Data excerpts:
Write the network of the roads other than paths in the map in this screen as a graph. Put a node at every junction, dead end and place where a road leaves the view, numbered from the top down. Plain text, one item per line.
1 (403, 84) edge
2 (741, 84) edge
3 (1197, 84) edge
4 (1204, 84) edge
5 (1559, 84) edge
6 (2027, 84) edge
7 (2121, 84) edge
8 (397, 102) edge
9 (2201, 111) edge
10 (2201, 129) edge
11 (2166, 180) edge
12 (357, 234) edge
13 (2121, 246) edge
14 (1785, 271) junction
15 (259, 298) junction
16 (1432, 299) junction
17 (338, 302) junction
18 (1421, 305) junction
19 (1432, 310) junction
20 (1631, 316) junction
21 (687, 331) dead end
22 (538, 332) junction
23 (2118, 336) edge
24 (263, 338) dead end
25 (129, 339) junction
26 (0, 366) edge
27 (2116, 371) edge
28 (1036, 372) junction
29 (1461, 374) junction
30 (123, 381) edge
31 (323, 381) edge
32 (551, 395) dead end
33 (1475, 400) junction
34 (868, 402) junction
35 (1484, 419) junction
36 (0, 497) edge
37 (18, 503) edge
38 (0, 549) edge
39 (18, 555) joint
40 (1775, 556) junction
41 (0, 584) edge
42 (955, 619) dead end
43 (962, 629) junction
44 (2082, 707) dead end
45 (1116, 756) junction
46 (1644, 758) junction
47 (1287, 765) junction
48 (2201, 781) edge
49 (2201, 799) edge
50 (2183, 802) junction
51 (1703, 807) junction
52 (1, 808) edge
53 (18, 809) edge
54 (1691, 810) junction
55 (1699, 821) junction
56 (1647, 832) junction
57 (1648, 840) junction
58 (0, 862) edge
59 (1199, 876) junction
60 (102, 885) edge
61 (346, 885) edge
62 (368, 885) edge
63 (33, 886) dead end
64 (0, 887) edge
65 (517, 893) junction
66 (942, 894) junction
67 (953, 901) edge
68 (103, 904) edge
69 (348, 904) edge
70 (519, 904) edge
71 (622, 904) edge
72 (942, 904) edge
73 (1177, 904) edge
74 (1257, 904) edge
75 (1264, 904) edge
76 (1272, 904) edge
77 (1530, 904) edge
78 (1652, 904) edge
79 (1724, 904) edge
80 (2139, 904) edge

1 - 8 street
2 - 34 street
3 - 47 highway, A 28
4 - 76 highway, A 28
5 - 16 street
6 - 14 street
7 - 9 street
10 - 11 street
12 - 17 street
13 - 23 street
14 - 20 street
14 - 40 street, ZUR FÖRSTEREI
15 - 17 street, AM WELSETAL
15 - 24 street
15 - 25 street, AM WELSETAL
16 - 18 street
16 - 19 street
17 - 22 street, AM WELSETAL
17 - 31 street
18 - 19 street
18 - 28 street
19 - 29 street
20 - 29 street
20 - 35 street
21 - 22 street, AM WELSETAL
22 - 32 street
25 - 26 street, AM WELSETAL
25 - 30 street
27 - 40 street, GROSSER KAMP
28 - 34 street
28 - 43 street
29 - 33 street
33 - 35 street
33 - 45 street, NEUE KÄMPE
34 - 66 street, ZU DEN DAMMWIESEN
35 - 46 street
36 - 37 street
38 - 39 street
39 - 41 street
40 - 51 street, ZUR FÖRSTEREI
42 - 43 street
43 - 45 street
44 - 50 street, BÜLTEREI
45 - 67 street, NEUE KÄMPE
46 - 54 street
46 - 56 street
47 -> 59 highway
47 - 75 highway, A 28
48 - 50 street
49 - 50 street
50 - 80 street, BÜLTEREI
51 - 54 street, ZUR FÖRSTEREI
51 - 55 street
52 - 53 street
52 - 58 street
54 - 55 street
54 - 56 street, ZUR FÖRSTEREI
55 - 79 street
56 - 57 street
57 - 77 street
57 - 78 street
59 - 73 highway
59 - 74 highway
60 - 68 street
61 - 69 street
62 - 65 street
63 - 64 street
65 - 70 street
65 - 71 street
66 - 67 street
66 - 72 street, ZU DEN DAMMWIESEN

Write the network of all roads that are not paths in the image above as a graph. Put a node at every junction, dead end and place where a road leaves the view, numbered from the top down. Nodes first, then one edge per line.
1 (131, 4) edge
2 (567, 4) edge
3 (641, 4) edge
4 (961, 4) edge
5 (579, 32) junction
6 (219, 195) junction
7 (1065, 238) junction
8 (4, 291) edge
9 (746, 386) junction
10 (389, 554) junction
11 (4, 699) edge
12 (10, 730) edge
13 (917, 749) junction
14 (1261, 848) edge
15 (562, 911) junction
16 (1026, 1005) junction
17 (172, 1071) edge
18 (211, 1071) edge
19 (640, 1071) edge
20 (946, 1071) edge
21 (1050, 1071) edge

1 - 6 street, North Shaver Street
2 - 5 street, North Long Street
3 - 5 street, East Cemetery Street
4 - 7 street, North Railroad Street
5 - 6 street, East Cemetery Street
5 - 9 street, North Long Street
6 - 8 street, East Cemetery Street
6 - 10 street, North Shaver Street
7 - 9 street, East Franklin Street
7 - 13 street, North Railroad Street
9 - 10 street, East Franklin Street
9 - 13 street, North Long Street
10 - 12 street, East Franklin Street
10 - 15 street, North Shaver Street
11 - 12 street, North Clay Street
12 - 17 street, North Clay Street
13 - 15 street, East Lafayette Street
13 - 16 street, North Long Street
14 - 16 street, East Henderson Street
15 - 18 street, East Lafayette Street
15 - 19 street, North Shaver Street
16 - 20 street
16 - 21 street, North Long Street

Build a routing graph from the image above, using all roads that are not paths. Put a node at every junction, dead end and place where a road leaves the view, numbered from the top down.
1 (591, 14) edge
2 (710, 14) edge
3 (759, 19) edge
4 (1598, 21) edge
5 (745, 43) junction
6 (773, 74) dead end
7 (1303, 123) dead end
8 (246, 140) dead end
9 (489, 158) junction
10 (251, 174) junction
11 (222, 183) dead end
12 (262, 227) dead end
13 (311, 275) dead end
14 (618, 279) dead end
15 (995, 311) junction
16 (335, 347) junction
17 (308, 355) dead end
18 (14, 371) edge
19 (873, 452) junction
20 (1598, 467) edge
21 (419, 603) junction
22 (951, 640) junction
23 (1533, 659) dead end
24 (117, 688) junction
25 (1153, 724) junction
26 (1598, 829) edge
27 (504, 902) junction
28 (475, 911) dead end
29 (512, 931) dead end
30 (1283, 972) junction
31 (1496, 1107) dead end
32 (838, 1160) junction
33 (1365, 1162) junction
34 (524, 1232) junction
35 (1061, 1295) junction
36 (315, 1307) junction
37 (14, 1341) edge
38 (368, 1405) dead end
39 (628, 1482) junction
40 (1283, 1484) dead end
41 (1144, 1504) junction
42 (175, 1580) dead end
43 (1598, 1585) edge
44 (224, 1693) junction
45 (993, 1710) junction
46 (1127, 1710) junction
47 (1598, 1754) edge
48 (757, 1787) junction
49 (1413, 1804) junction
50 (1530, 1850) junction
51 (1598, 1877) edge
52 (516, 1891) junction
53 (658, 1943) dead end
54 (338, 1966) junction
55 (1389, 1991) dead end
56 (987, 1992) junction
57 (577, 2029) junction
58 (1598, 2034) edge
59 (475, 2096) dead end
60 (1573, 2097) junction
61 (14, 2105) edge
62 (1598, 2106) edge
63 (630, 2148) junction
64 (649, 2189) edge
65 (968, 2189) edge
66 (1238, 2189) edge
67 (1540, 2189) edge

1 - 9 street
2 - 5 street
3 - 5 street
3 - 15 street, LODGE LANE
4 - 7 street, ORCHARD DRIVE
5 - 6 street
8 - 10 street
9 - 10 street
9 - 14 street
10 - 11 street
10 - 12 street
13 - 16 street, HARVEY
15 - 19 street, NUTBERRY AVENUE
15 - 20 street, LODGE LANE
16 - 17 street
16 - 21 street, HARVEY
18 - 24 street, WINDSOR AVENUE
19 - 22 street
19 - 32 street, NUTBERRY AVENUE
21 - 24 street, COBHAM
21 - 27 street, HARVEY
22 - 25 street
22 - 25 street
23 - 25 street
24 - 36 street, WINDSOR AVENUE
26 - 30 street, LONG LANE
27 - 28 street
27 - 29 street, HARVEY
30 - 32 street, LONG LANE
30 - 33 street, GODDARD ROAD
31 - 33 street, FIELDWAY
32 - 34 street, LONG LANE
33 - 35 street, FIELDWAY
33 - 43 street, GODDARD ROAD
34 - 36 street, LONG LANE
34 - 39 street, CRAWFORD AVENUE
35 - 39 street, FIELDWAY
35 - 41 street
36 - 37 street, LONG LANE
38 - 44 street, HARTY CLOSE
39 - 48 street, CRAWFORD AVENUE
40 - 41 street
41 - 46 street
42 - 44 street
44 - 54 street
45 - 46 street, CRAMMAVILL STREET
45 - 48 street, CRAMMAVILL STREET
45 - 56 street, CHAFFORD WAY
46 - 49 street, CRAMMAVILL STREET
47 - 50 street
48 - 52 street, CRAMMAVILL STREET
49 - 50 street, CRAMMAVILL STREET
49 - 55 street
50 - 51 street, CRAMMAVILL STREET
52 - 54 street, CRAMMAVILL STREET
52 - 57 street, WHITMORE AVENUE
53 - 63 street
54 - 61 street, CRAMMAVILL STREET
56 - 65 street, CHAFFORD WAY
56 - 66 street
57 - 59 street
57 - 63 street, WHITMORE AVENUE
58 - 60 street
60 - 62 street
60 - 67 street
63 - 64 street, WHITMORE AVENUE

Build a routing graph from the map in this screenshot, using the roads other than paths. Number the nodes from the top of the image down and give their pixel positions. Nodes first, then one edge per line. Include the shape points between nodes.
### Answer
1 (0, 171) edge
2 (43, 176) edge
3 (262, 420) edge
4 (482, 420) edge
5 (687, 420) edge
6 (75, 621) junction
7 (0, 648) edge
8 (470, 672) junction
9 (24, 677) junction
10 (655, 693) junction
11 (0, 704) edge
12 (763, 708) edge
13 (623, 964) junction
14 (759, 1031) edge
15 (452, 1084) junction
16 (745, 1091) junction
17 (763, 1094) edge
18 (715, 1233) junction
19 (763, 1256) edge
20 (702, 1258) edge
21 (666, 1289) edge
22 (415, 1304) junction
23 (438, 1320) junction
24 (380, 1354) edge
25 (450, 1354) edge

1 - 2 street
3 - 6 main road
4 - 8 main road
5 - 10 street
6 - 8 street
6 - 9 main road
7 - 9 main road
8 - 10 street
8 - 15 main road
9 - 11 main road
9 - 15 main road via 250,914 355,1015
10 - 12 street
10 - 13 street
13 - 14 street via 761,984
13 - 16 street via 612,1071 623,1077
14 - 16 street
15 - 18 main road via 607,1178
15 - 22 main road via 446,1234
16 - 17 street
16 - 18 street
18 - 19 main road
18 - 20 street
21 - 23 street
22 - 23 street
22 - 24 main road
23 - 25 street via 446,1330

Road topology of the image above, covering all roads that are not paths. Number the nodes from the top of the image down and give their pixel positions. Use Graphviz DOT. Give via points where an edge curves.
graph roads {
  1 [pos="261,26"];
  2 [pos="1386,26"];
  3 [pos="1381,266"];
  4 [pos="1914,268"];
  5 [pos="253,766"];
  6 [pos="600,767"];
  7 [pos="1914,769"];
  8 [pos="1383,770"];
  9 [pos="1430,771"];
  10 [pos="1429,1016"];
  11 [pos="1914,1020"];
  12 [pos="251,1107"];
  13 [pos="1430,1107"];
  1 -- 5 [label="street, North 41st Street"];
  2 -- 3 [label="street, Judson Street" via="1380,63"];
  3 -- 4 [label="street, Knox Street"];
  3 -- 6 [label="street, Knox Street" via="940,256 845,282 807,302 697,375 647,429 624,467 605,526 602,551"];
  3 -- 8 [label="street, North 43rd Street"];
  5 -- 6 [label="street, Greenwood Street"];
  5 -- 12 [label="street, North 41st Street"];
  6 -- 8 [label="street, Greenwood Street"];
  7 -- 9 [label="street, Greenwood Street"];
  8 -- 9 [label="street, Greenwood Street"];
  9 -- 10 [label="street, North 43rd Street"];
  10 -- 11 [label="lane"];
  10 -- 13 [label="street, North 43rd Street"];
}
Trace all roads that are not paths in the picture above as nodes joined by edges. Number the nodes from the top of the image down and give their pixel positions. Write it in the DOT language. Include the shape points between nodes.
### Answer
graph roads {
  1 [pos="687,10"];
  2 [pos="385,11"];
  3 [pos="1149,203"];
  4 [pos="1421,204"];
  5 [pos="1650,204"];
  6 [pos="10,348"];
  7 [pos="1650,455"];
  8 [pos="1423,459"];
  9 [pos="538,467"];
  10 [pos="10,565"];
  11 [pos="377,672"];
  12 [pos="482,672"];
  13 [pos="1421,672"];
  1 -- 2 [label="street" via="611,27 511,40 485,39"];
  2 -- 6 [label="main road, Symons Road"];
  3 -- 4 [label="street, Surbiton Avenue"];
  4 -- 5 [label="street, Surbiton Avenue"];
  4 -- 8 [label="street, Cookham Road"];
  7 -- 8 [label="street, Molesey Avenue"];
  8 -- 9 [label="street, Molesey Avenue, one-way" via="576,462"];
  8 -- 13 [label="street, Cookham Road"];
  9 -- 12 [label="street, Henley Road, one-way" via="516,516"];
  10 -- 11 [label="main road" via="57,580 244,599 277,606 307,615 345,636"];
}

◆ What to do
Your answer should be a single number: the count of lines above that contain the word "Cookham".

◆ Exercise response
2